Creative Commons: Landgericht Köln sieht Deutschlandradio als kommerziellen Nutzer (Update)
Die Kanzlei Lampmann, Haberkamm & Rosenbaum berichtet über einen von ihr vertretenen Fall, in dem ein Fotograf mit dem Deutschlandradio über die Nutzung eines Fotos stritt, das unter der Creative-Commons-Lizenz „Namensnennung nicht-kommerziell“ steht.
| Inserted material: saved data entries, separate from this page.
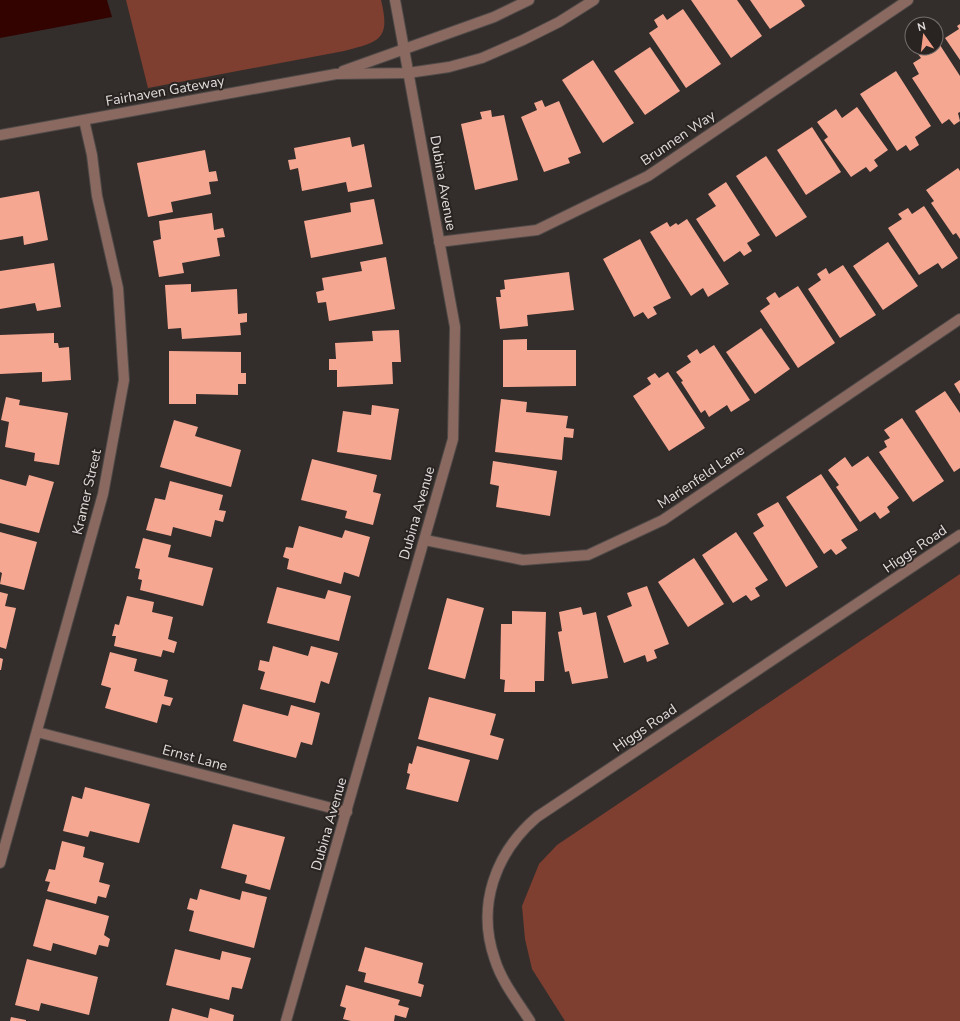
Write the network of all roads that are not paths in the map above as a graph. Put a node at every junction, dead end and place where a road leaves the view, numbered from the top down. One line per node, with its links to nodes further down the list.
1 (394, 0): 5 (street, Dubina Avenue)
2 (529, 0): 5 (street, Fairhaven Gateway)
3 (594, 0): 6 (street, Fairhaven Gateway)
4 (908, 0): 10 (street, Brunnen Way)
5 (404, 49): 6 (street, Dubina Avenue); 7 (street, Fairhaven Gateway)
6 (408, 73): 7 (street, Fairhaven Gateway); 10 (street, Dubina Avenue)
7 (336, 74): 8 (street, Fairhaven Gateway)
8 (84, 120): 9 (street, Fairhaven Gateway); 14 (street, Kramer Street)
9 (0, 135)
10 (439, 242): 13 (street, Dubina Avenue)
11 (960, 319): 13 (street, Marienfeld Lane)
12 (960, 536): 18 (street, Higgs Road)
13 (424, 540): 15 (street, Dubina Avenue)
14 (37, 732): 15 (street, Ernst Lane); 16 (street, Kramer Street)
15 (347, 812): 17 (street, Dubina Avenue)
16 (0, 863)
17 (286, 1021)
18 (530, 1021)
Nach Angaben der Kanzlei hat das Landgericht Köln entschieden, dass das Deutschlandradio als kommerzieller Nutzer einzuordnen sei (28 O 232/13). Der Sender hätte das Foto also nicht im Rahmen der Creative-Commons-Lizenz „Nicht-kommerziell“ verwenden dürfen. Das Urteil selbst liegt jedoch noch nicht vor (Update: s.u.) und die Entscheidung ist noch nicht rechtskräftig:
Eine Unterlassungserklärung und die Zahlung von Schadensersatz verweigerte man beim Deutschlandradio jedoch beharrlich, so dass die vorliegende Klage notwendig wurde. Noch in der mündlichen Verhandlung kündigte das Deutschlandradio an, gegen eine nachteilige Entscheidung Berufung einlegen zu wollen.
Wo beginnt „kommerziell“?
Was unter der Creative-Commons-Bedingung „Nicht-kommerziell“ genau zu verstehen ist, ist ein Dauerbrenner-Thema bei den (Nach-)Nutzern freier Lizenzen. Die Lizenz in der Version 2.0 versteht darunter im Wortlaut Nutzungen in einer Weise,
die hauptsächlich auf einen geschäftlichen Vorteil oder eine vertraglich geschuldete geldwerte Vergütung abzielt oder darauf gerichtet ist.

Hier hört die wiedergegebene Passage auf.